### EXERCISE MATERIAL
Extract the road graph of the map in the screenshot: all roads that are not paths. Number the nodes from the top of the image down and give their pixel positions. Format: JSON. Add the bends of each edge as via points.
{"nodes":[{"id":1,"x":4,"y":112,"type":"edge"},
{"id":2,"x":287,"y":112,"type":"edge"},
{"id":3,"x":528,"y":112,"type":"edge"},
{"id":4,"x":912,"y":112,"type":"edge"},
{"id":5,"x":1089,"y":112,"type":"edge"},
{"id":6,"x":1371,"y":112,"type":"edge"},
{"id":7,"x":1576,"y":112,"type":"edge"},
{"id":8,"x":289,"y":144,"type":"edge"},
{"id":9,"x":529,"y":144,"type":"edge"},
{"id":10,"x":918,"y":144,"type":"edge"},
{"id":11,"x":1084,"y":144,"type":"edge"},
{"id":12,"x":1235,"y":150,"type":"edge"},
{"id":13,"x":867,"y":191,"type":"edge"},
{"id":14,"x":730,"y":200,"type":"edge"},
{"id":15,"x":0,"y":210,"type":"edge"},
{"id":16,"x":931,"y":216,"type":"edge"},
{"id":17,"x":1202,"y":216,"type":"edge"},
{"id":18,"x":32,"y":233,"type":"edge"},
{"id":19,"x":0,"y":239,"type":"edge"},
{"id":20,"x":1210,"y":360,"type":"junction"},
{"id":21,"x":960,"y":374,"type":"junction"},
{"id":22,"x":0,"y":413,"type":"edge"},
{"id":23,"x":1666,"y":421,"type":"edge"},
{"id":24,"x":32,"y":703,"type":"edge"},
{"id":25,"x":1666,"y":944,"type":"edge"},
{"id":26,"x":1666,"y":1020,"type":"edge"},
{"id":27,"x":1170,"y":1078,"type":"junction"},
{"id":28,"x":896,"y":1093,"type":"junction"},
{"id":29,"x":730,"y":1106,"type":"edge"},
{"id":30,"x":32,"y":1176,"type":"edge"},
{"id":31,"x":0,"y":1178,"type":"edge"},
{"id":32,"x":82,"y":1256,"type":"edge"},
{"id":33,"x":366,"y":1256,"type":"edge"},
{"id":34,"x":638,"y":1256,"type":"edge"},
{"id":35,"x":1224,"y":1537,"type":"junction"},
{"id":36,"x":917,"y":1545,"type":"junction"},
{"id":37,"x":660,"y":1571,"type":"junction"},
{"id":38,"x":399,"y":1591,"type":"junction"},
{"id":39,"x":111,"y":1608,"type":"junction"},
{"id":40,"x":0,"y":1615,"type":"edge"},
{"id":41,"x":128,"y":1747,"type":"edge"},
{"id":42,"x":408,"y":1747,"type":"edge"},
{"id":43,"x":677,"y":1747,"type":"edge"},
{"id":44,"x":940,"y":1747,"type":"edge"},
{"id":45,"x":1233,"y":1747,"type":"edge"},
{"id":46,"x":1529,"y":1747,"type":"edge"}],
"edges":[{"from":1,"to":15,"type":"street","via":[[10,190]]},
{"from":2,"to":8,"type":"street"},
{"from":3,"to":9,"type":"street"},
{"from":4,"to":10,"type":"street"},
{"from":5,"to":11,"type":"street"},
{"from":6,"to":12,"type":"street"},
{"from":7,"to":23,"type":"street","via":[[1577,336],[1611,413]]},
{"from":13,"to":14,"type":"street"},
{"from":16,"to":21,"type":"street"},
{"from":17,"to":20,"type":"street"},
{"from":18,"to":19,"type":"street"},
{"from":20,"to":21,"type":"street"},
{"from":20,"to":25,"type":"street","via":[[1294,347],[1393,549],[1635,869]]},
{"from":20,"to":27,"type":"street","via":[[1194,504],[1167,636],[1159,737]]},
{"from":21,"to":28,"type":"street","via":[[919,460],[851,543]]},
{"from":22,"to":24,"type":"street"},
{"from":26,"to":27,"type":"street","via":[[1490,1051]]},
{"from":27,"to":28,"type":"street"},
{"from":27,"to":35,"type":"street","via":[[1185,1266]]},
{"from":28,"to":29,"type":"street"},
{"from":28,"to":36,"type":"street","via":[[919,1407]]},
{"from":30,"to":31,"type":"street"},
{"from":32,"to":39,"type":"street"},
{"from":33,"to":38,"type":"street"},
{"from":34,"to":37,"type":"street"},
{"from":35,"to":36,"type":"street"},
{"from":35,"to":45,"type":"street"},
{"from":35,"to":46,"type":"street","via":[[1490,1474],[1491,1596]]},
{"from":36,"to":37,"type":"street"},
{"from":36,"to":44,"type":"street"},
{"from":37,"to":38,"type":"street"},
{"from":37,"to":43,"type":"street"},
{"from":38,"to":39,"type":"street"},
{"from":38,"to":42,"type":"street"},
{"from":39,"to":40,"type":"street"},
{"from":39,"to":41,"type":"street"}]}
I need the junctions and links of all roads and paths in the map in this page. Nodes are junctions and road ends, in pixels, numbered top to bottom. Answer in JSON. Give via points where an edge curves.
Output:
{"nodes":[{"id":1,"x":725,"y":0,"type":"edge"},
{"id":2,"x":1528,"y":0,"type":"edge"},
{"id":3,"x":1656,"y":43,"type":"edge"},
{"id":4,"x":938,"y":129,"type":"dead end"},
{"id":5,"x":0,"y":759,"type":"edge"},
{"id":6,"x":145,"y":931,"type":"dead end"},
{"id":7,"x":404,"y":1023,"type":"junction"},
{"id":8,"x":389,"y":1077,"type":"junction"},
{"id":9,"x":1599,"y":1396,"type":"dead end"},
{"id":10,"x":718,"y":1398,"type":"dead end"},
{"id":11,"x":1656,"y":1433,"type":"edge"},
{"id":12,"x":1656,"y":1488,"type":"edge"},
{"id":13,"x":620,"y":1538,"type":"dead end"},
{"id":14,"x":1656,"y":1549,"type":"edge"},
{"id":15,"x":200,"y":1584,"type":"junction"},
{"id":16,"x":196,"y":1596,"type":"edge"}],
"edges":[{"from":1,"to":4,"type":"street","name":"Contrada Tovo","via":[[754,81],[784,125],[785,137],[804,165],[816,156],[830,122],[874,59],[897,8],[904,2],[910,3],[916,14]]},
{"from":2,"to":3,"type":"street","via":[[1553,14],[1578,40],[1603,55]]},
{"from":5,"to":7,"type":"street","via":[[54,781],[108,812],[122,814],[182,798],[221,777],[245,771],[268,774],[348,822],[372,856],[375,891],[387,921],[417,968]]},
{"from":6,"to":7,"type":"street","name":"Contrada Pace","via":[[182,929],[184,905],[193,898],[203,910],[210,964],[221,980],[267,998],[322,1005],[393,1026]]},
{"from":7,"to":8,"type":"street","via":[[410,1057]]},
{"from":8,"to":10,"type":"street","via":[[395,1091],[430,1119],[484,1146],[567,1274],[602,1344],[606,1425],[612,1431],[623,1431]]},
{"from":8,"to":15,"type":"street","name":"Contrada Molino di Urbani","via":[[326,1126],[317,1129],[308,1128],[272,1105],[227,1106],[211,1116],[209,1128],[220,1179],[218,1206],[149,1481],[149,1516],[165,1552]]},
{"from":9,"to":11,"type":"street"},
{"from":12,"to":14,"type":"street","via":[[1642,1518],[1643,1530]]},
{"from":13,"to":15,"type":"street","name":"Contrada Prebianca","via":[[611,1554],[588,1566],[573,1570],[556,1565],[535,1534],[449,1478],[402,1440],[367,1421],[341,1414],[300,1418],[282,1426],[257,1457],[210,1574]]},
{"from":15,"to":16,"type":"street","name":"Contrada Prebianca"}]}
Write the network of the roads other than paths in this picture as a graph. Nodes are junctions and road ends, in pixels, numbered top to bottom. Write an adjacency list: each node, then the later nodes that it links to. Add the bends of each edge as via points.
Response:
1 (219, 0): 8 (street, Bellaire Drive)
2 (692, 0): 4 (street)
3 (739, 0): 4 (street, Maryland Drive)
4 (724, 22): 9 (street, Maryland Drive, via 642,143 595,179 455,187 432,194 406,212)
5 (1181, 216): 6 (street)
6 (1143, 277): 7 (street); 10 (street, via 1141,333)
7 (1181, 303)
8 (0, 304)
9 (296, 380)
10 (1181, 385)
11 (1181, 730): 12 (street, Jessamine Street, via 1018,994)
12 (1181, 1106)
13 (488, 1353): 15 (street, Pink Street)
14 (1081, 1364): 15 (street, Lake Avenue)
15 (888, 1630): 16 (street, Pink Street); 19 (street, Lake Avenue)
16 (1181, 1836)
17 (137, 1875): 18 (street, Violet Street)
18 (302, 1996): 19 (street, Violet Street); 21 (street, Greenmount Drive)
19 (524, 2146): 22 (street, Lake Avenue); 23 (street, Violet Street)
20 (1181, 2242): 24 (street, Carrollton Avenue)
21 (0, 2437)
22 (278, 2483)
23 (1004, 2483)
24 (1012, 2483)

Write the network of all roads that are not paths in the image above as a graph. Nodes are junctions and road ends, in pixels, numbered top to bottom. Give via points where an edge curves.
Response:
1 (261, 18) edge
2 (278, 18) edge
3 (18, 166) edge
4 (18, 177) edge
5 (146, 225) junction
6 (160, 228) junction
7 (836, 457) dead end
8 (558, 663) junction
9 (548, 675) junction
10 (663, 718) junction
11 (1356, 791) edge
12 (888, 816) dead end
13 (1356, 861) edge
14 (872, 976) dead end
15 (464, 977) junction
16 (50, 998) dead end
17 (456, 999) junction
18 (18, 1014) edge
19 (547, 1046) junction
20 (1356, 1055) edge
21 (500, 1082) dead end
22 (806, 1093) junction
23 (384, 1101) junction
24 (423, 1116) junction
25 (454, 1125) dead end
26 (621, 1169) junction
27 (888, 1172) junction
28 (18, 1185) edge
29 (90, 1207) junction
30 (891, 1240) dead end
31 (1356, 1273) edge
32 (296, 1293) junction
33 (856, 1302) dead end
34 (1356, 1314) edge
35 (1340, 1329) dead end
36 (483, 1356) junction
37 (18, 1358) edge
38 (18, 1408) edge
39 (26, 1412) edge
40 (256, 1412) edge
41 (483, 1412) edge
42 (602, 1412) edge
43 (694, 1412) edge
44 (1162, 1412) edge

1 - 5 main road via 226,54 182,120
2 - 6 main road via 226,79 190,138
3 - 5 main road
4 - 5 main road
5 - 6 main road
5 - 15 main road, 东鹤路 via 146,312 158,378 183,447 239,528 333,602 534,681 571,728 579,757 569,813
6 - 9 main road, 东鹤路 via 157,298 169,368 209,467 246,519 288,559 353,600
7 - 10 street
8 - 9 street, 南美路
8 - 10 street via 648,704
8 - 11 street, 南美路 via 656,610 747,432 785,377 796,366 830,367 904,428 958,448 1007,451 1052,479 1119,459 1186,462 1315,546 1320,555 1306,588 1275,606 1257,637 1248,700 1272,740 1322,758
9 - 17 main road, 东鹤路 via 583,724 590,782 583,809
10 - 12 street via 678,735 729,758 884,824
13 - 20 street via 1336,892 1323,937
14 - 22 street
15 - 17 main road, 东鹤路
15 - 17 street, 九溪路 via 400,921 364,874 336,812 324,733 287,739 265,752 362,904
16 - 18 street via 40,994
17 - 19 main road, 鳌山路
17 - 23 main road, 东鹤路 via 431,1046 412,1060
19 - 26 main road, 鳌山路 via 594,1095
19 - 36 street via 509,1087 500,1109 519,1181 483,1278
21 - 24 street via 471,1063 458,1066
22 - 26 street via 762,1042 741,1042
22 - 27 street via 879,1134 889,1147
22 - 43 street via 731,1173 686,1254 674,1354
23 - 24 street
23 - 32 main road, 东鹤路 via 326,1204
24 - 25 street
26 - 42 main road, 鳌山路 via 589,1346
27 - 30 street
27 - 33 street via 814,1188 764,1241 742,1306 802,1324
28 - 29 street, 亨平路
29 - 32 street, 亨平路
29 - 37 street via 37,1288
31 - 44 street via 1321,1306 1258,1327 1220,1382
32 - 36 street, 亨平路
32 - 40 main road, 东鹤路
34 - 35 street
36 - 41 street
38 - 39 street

### EXERCISE GOAL
Wherever the word "Drive" turns up in the records above, copy the line that holds it.

### SOLUTION
1 (219, 0): 8 (street, Bellaire Drive)
3 (739, 0): 4 (street, Maryland Drive)
4 (724, 22): 9 (street, Maryland Drive, via 642,143 595,179 455,187 432,194 406,212)
18 (302, 1996): 19 (street, Violet Street); 21 (street, Greenmount Drive)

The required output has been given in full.